Simulations are continually running in your brain to plan actions and predict outcomes for anticipated situations. Simulations are also running in businesses to predict demand for products and services and in science to predict complex phenomena like weather reports. Within these broad examples, simulations fall naturally into two rough categories: simulations of well-known and predictable phenomena like making a cup of coffee, and simulations of complex or emergent phenomena whose outcomes fall into a range of predictions like will my first grader like his first day at school and will the eye of the hurricane pass over my town. This hands-on introduction to simulation will look at the first category in which, given starting values of the variables, the outcome can be confidently predicted.
PhET Simulations Widely Used in Classrooms
There are many producers of computer-based simulations that target curricular needs from elementary through university and across disciplines from science to social studies. This activity will introduce you to the PhET library of over 150 free science and math simulations developed at the University of Colorado, Boulder. Each simulation is available in HTML5 format so it can be used in any web browser on Chromebooks, Macs, Windows, and iPads. It can be freely used at school and home, and no student information is collected; they don’t even have to register or create an account to use the sims!
The development and empirical validation of PhET’s simulations have been supported over 20 years by grants from government agencies like the National Science Foundation and donations from charitable foundations. The PhET website provides a wealth of information on how to use the simulations, partly through thousands of teacher-created lesson plans. The simulations are available in 95 different languages. It’s a massive resource used by teachers at all levels across the globe. The 8-minute video below introduces you to the PhET website and guides you through one particularly popular simulation:
Watch PhET Simulations Into for Educators (8-min): https://youtu.be/1sCLNLqT8zc
You may want to follow along in the PhET website at: https://phet.colorado.edu
Try A PhET Simulation Now!
Each PhET simulation is designed to help students learn a specific topic or concept. You can’t build your own simulation in PhET, and you can’t modify the PhET simulations. Each has been carefully developed and tested with real students to maximize engagement, exploration, learning, and fun. Filter the simulations by grade level and topic to find one that may fit your students. You may want to review the teacher PDF for the sim, or maybe you’d rather just launch it and explore. If you like the sim, check out the teacher-contributed lesson plans to see how others use it with their students.
Teaching Note: The sims are designed to be explored by the student.

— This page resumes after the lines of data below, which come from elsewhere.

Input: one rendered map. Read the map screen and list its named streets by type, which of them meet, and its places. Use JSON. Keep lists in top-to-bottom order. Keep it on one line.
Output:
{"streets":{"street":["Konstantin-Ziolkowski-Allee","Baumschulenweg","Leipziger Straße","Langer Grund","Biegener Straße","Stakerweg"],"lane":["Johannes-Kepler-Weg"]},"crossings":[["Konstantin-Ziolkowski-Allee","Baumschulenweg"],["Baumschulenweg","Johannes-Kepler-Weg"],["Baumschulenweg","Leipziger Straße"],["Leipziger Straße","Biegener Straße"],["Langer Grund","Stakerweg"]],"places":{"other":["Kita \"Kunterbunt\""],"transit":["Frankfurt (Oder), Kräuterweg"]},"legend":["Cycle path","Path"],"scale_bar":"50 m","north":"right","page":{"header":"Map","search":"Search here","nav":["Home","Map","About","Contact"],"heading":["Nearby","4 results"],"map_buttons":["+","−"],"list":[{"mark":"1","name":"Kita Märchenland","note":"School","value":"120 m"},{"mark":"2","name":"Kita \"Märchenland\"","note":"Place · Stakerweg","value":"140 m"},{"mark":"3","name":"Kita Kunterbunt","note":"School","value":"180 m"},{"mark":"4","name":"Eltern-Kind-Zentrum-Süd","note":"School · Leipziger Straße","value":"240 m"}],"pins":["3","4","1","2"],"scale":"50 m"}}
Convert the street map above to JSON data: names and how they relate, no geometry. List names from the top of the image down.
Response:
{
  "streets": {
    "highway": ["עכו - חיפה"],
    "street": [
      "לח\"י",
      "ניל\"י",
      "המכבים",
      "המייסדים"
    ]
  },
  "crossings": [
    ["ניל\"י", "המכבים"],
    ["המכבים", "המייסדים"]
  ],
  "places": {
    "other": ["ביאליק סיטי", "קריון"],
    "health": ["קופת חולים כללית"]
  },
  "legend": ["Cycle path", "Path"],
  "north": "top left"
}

A brief teacher demo to the class is enough to get them going. Teachers can pose questions or problems that student can try to answer through the sim. Note that many of the sims have playgrounds where kids can play with the concepts to develop intuitive understanding. I think you and they will like working with PhET!
Experience and Reflection
You learn something by DOING it, not reading and thinking you understand it. You should have tried a simulation related to your grade level and subject (even distantly related). You should have explored the modules of that simulation to see how a student’s understanding is fostered through an introduction, a playground, control of variables, graphic animated feedback, and numeric/graphing quantification, ultimately gaining insight into the relationship of the variables. Using the PhET sims is a process for the teacher and the student. You can’t “look at it” or make a few clicks and understand it. You need to engage in an exploration of the built-in relationships.
Based on your experience, how would you use it in a class? What assignments might you make? What would be your expectations? Would you evaluate your students’ understanding in some way? Would you and your curriculum have the time to devote to an un-graded or minimally graded activity? Could you ask students to include a screenshot of the sim that documents their experimenting? Could you ask them to explain what the screenshot demonstrates about their process and understanding?